*** Entries provided ***
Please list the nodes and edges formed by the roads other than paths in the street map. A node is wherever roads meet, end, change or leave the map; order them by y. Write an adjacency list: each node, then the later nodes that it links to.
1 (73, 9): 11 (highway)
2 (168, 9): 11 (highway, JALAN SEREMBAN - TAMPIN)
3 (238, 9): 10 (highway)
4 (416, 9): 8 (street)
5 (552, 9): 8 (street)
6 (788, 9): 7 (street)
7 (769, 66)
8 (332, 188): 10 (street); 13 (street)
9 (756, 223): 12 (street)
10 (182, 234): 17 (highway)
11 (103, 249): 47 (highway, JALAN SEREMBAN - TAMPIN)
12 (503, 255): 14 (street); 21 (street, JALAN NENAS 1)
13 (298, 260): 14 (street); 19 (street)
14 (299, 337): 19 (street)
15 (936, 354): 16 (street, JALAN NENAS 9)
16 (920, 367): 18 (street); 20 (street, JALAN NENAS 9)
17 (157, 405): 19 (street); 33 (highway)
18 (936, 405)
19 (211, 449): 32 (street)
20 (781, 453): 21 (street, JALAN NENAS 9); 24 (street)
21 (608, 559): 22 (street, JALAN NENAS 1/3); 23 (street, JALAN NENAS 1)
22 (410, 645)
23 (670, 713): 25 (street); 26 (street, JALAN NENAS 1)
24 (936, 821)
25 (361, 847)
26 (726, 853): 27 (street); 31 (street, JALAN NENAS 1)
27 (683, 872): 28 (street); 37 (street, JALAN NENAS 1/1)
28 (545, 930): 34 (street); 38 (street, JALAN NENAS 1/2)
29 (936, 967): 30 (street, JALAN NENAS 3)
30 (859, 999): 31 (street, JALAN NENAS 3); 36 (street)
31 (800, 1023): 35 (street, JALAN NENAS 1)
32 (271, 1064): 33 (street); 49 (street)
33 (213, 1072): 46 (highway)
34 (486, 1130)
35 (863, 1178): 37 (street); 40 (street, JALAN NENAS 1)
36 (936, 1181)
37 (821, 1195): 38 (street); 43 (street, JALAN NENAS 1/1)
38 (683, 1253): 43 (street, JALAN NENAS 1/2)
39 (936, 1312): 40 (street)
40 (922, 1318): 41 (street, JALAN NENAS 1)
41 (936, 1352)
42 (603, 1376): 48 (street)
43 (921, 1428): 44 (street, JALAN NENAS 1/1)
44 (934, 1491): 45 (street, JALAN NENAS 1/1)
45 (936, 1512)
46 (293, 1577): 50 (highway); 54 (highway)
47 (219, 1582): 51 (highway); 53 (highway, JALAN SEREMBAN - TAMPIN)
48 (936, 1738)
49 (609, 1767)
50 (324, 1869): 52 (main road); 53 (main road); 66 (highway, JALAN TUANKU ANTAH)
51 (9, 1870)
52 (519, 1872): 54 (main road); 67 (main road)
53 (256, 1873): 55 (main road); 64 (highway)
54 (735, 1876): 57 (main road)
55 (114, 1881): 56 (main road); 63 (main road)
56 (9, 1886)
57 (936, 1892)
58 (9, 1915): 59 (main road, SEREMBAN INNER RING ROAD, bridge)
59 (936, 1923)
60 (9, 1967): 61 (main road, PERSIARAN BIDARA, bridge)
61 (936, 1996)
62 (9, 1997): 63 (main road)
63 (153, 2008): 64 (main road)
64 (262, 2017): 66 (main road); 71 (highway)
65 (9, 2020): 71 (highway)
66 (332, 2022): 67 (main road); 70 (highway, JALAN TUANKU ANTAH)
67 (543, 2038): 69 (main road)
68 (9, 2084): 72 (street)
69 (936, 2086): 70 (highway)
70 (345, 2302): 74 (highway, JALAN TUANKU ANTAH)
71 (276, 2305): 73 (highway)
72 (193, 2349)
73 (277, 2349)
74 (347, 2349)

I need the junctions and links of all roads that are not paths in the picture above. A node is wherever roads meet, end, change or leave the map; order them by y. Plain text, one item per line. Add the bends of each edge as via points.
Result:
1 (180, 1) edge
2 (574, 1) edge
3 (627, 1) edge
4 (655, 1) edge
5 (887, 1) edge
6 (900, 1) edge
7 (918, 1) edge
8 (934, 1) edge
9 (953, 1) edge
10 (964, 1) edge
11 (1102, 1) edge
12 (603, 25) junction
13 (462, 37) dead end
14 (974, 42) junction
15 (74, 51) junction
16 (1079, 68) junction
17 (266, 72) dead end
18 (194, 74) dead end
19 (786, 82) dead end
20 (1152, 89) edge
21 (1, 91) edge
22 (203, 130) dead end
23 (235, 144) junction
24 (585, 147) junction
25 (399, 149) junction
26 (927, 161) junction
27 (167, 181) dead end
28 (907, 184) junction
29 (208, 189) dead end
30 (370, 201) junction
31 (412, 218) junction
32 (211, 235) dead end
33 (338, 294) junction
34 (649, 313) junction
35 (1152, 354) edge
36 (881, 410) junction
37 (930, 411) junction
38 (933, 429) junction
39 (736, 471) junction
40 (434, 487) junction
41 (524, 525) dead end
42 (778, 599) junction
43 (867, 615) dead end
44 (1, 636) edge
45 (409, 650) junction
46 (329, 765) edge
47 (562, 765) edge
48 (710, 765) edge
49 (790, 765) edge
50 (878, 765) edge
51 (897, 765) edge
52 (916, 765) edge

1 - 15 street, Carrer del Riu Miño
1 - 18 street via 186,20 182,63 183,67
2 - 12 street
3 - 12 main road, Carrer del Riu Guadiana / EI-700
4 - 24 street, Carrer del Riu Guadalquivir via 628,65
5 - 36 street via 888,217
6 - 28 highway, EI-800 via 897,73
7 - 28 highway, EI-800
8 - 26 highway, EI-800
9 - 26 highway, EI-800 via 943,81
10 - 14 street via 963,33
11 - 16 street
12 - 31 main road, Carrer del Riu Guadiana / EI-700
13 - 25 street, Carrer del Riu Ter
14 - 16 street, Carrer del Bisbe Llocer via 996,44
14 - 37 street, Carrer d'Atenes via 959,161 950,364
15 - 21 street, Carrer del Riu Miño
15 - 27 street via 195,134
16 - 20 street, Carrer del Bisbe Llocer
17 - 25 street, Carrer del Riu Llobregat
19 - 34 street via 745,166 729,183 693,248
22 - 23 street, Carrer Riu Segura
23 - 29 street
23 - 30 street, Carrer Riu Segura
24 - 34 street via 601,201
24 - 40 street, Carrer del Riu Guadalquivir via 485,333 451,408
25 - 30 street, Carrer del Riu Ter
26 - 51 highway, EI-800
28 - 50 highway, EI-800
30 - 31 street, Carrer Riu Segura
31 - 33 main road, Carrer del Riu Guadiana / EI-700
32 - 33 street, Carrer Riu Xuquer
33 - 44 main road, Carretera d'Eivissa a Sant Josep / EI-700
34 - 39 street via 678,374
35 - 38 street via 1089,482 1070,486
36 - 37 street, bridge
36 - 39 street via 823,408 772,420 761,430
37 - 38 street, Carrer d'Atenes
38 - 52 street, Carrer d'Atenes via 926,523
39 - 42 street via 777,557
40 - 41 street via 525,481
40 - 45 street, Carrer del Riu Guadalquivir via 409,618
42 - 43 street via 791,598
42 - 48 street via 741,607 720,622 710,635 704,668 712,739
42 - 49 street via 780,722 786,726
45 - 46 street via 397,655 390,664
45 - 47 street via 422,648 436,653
*** End of Entries provided ***
• Work to be completed: Extract each entry in full and write it down exactly.

• Response to this task:
Please list the nodes and edges formed by the roads other than paths in the street map. A node is wherever roads meet, end, change or leave the map; order them by y. Write an adjacency list: each node, then the later nodes that it links to.
1 (73, 9): 11 (highway)
2 (168, 9): 11 (highway, JALAN SEREMBAN - TAMPIN)
3 (238, 9): 10 (highway)
4 (416, 9): 8 (street)
5 (552, 9): 8 (street)
6 (788, 9): 7 (street)
7 (769, 66)
8 (332, 188): 10 (street); 13 (street)
9 (756, 223): 12 (street)
10 (182, 234): 17 (highway)
11 (103, 249): 47 (highway, JALAN SEREMBAN - TAMPIN)
12 (503, 255): 14 (street); 21 (street, JALAN NENAS 1)
13 (298, 260): 14 (street); 19 (street)
14 (299, 337): 19 (street)
15 (936, 354): 16 (street, JALAN NENAS 9)
16 (920, 367): 18 (street); 20 (street, JALAN NENAS 9)
17 (157, 405): 19 (street); 33 (highway)
18 (936, 405)
19 (211, 449): 32 (street)
20 (781, 453): 21 (street, JALAN NENAS 9); 24 (street)
21 (608, 559): 22 (street, JALAN NENAS 1/3); 23 (street, JALAN NENAS 1)
22 (410, 645)
23 (670, 713): 25 (street); 26 (street, JALAN NENAS 1)
24 (936, 821)
25 (361, 847)
26 (726, 853): 27 (street); 31 (street, JALAN NENAS 1)
27 (683, 872): 28 (street); 37 (street, JALAN NENAS 1/1)
28 (545, 930): 34 (street); 38 (street, JALAN NENAS 1/2)
29 (936, 967): 30 (street, JALAN NENAS 3)
30 (859, 999): 31 (street, JALAN NENAS 3); 36 (street)
31 (800, 1023): 35 (street, JALAN NENAS 1)
32 (271, 1064): 33 (street); 49 (street)
33 (213, 1072): 46 (highway)
34 (486, 1130)
35 (863, 1178): 37 (street); 40 (street, JALAN NENAS 1)
36 (936, 1181)
37 (821, 1195): 38 (street); 43 (street, JALAN NENAS 1/1)
38 (683, 1253): 43 (street, JALAN NENAS 1/2)
39 (936, 1312): 40 (street)
40 (922, 1318): 41 (street, JALAN NENAS 1)
41 (936, 1352)
42 (603, 1376): 48 (street)
43 (921, 1428): 44 (street, JALAN NENAS 1/1)
44 (934, 1491): 45 (street, JALAN NENAS 1/1)
45 (936, 1512)
46 (293, 1577): 50 (highway); 54 (highway)
47 (219, 1582): 51 (highway); 53 (highway, JALAN SEREMBAN - TAMPIN)
48 (936, 1738)
49 (609, 1767)
50 (324, 1869): 52 (main road); 53 (main road); 66 (highway, JALAN TUANKU ANTAH)
51 (9, 1870)
52 (519, 1872): 54 (main road); 67 (main road)
53 (256, 1873): 55 (main road); 64 (highway)
54 (735, 1876): 57 (main road)
55 (114, 1881): 56 (main road); 63 (main road)
56 (9, 1886)
57 (936, 1892)
58 (9, 1915): 59 (main road, SEREMBAN INNER RING ROAD, bridge)
59 (936, 1923)
60 (9, 1967): 61 (main road, PERSIARAN BIDARA, bridge)
61 (936, 1996)
62 (9, 1997): 63 (main road)
63 (153, 2008): 64 (main road)
64 (262, 2017): 66 (main road); 71 (highway)
65 (9, 2020): 71 (highway)
66 (332, 2022): 67 (main road); 70 (highway, JALAN TUANKU ANTAH)
67 (543, 2038): 69 (main road)
68 (9, 2084): 72 (street)
69 (936, 2086): 70 (highway)
70 (345, 2302): 74 (highway, JALAN TUANKU ANTAH)
71 (276, 2305): 73 (highway)
72 (193, 2349)
73 (277, 2349)
74 (347, 2349)

I need the junctions and links of all roads that are not paths in the picture above. A node is wherever roads meet, end, change or leave the map; order them by y. Plain text, one item per line. Add the bends of each edge as via points.
Result:
1 (180, 1) edge
2 (574, 1) edge
3 (627, 1) edge
4 (655, 1) edge
5 (887, 1) edge
6 (900, 1) edge
7 (918, 1) edge
8 (934, 1) edge
9 (953, 1) edge
10 (964, 1) edge
11 (1102, 1) edge
12 (603, 25) junction
13 (462, 37) dead end
14 (974, 42) junction
15 (74, 51) junction
16 (1079, 68) junction
17 (266, 72) dead end
18 (194, 74) dead end
19 (786, 82) dead end
20 (1152, 89) edge
21 (1, 91) edge
22 (203, 130) dead end
23 (235, 144) junction
24 (585, 147) junction
25 (399, 149) junction
26 (927, 161) junction
27 (167, 181) dead end
28 (907, 184) junction
29 (208, 189) dead end
30 (370, 201) junction
31 (412, 218) junction
32 (211, 235) dead end
33 (338, 294) junction
34 (649, 313) junction
35 (1152, 354) edge
36 (881, 410) junction
37 (930, 411) junction
38 (933, 429) junction
39 (736, 471) junction
40 (434, 487) junction
41 (524, 525) dead end
42 (778, 599) junction
43 (867, 615) dead end
44 (1, 636) edge
45 (409, 650) junction
46 (329, 765) edge
47 (562, 765) edge
48 (710, 765) edge
49 (790, 765) edge
50 (878, 765) edge
51 (897, 765) edge
52 (916, 765) edge

1 - 15 street, Carrer del Riu Miño
1 - 18 street via 186,20 182,63 183,67
2 - 12 street
3 - 12 main road, Carrer del Riu Guadiana / EI-700
4 - 24 street, Carrer del Riu Guadalquivir via 628,65
5 - 36 street via 888,217
6 - 28 highway, EI-800 via 897,73
7 - 28 highway, EI-800
8 - 26 highway, EI-800
9 - 26 highway, EI-800 via 943,81
10 - 14 street via 963,33
11 - 16 street
12 - 31 main road, Carrer del Riu Guadiana / EI-700
13 - 25 street, Carrer del Riu Ter
14 - 16 street, Carrer del Bisbe Llocer via 996,44
14 - 37 street, Carrer d'Atenes via 959,161 950,364
15 - 21 street, Carrer del Riu Miño
15 - 27 street via 195,134
16 - 20 street, Carrer del Bisbe Llocer
17 - 25 street, Carrer del Riu Llobregat
19 - 34 street via 745,166 729,183 693,248
22 - 23 street, Carrer Riu Segura
23 - 29 street
23 - 30 street, Carrer Riu Segura
24 - 34 street via 601,201
24 - 40 street, Carrer del Riu Guadalquivir via 485,333 451,408
25 - 30 street, Carrer del Riu Ter
26 - 51 highway, EI-800
28 - 50 highway, EI-800
30 - 31 street, Carrer Riu Segura
31 - 33 main road, Carrer del Riu Guadiana / EI-700
32 - 33 street, Carrer Riu Xuquer
33 - 44 main road, Carretera d'Eivissa a Sant Josep / EI-700
34 - 39 street via 678,374
35 - 38 street via 1089,482 1070,486
36 - 37 street, bridge
36 - 39 street via 823,408 772,420 761,430
37 - 38 street, Carrer d'Atenes
38 - 52 street, Carrer d'Atenes via 926,523
39 - 42 street via 777,557
40 - 41 street via 525,481
40 - 45 street, Carrer del Riu Guadalquivir via 409,618
42 - 43 street via 791,598
42 - 48 street via 741,607 720,622 710,635 704,668 712,739
42 - 49 street via 780,722 786,726
45 - 46 street via 397,655 390,664
45 - 47 street via 422,648 436,653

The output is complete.